Likewise, the outcome of the election was on the margins. Indeed, Trump swept the swing states because he picked up the one or two percentage points, and sometimes even less, needed to win the electoral college votes in key states. The surprise, I think, was that he earned the margins in almost every case leading to a sweep.
Was this a failure of poll legitimacy? Not necessarily. Leading polls did not exhibit faulty methods or embedded biases. Instead, human factors limited data reliability.
Good data requires good sampling. Sampling in this case can be tricky. Republicans are less likely to engage with media or polling due to distrust, leading to underrepresentation. Conversely, Democrats, particularly college-educated ones, often engage more, skewing data representation.
So where can we turn in future elections to help us predict what might be coming? One new tool released by the Washington Post this year caught my eye and I hoped it might be useful – not in predicting outcomes but levels of support. The tool showed candidates’ online donor counts by zip code, offering insights into grassroots support. In Glynn County, for example, Trump had only 7% more donors than Harris but secured a 26-point lead, demonstrating that donor counts, while indicative of enthusiasm, aren’t great predictors. Not in Glynn County at least.
An interesting, if not controversial, place one might turn for consistently accurate prediction is betting markets. In this election cycle, several prediction betting companies turned out to be successful in accurately predicting the eventual outcome. Companies such as Kalshi and Polymarket put the odds of winning the election in Trump’s favor earlier and more consistently due to the numbers of bets they were receiving. Free market purists may not be surprised by this.
These markets are not scientific in any way and come with potential problems (eg. foreign participation, financial incentive to work against certain election outcomes, low governance and regulation of these platforms). But, when people put money into something, there’s no lying or virtue-signaling to mislead the messaging. In a historical look at Presidential betting markets, Economics researcher, Koleman Strumpf highlights that cutting out the human pitfalls and looking just at the numbers has proven to be remarkably accurate and efficient.

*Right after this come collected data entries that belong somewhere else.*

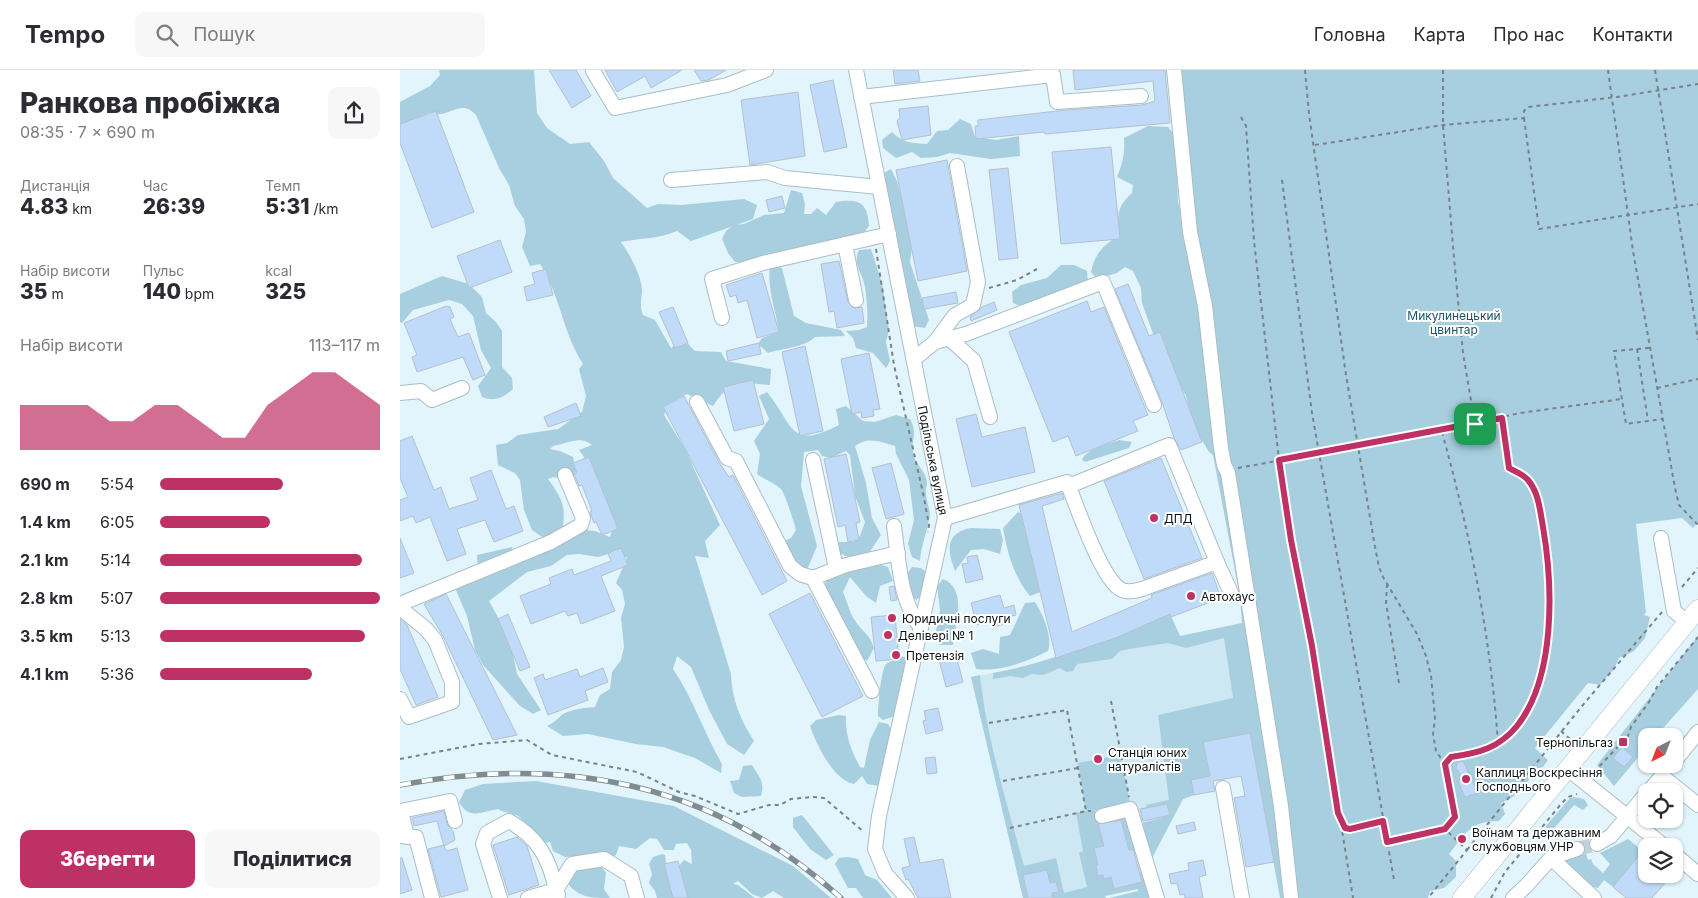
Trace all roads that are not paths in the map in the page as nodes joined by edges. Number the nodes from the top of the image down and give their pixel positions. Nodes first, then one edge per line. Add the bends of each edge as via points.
1 (766, 70) edge
2 (856, 70) edge
3 (1174, 70) edge
4 (593, 71) edge
5 (1057, 72) edge
6 (1141, 96) dead end
7 (861, 97) junction
8 (957, 166) dead end
9 (671, 180) dead end
10 (879, 187) junction
11 (889, 234) junction
12 (845, 244) junction
13 (856, 300) dead end
14 (722, 318) dead end
15 (950, 339) junction
16 (935, 342) junction
17 (914, 359) junction
18 (462, 388) dead end
19 (400, 393) edge
20 (697, 402) dead end
21 (1154, 405) dead end
22 (990, 417) dead end
23 (813, 460) dead end
24 (565, 475) dead end
25 (1069, 486) junction
26 (945, 518) junction
27 (894, 526) dead end
28 (1661, 538) dead end
29 (898, 553) junction
30 (1217, 562) junction
31 (836, 568) junction
32 (812, 578) junction
33 (1232, 595) dead end
34 (400, 604) edge
35 (400, 608) edge
36 (1693, 615) edge
37 (921, 628) junction
38 (872, 691) dead end
39 (400, 699) edge
40 (1698, 732) edge
41 (1683, 751) edge
42 (1568, 769) junction
43 (1665, 773) edge
44 (1662, 776) junction
45 (1656, 783) edge
46 (1223, 788) dead end
47 (1638, 805) edge
48 (1698, 805) edge
49 (1099, 813) road end
50 (1628, 818) junction
51 (455, 821) dead end
52 (404, 836) edge
53 (1654, 838) edge
54 (1597, 844) tunnel mouth
55 (1577, 849) tunnel mouth
56 (1551, 858) junction
57 (1683, 862) edge
58 (1698, 874) edge
59 (557, 894) edge
60 (1467, 896) edge
61 (432, 898) edge
62 (500, 898) edge
63 (528, 898) edge
64 (637, 898) edge
65 (907, 898) edge
66 (1157, 898) edge
67 (1242, 898) edge
68 (1291, 898) edge
69 (1513, 898) edge
70 (1594, 898) edge

1 - 4 street via 727,84 615,108
2 - 7 street, Подільська вулиця
3 - 68 street via 1190,232 1205,306 1221,448 1228,474 1281,806
5 - 6 street via 1057,102
5 - 7 street
7 - 10 street, Подільська вулиця
8 - 16 street via 978,282 973,305 955,315
9 - 10 street via 768,172 785,178
10 - 11 street, Подільська вулиця
11 - 12 street
11 - 17 street, Подільська вулиця
12 - 13 street
12 - 14 street via 712,279
15 - 16 street
15 - 21 street via 1103,282
15 - 22 street via 974,361
16 - 17 street
17 - 26 street, Подільська вулиця
18 - 19 street via 432,400 421,391
20 - 32 street via 727,458 736,461 790,566
23 - 31 street
24 - 34 street via 583,518 581,525 551,542
25 - 26 street via 1067,482
25 - 30 street via 1110,579 1120,589 1132,592
25 - 30 street via 1169,445
26 - 37 street, Подільська вулиця
27 - 29 street
28 - 36 street via 1674,611
29 - 31 street
29 - 37 street via 905,595 912,617
30 - 33 street
31 - 32 street
32 - 38 street
35 - 39 street via 426,628 435,640 452,682 452,702 409,717
36 - 42 main road
37 - 65 street, Подільська вулиця via 879,816 875,850 885,872
40 - 41 street
42 - 50 street
42 - 60 main road
43 - 44 street
44 - 45 street
44 - 48 street
46 - 67 street
47 - 50 street
49 - 66 street via 1130,810
50 - 53 street
50 - 54 street via 1611,836
51 - 52 street via 450,801 401,812
52 - 61 street via 416,837
55 - 56 street
56 - 69 street
56 - 70 street
57 - 58 street
59 - 62 street via 551,864 527,831 509,822 487,833 484,844
59 - 63 street
59 - 64 street via 572,864 604,859 631,876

I still believe in the legitimacy and validity of polling. In many cases polling is an excellent tool. When it comes to Donald Trump, or any candidate who can divide the nation so narrowly, I’m not so sure. This season has convinced me to look to the markets for clues as well.
Dr. Heather Farley is Chair of the Department of Business and Public Administration and Associate Professor of Public Management at the College of Coastal Georgia. She is an associate of the College’s Reg Murphy Center for Economic and Policy Studies and an environmental policy scholar. The opinions found in this article do not necessarily represent those of the College of Coastal Georgia.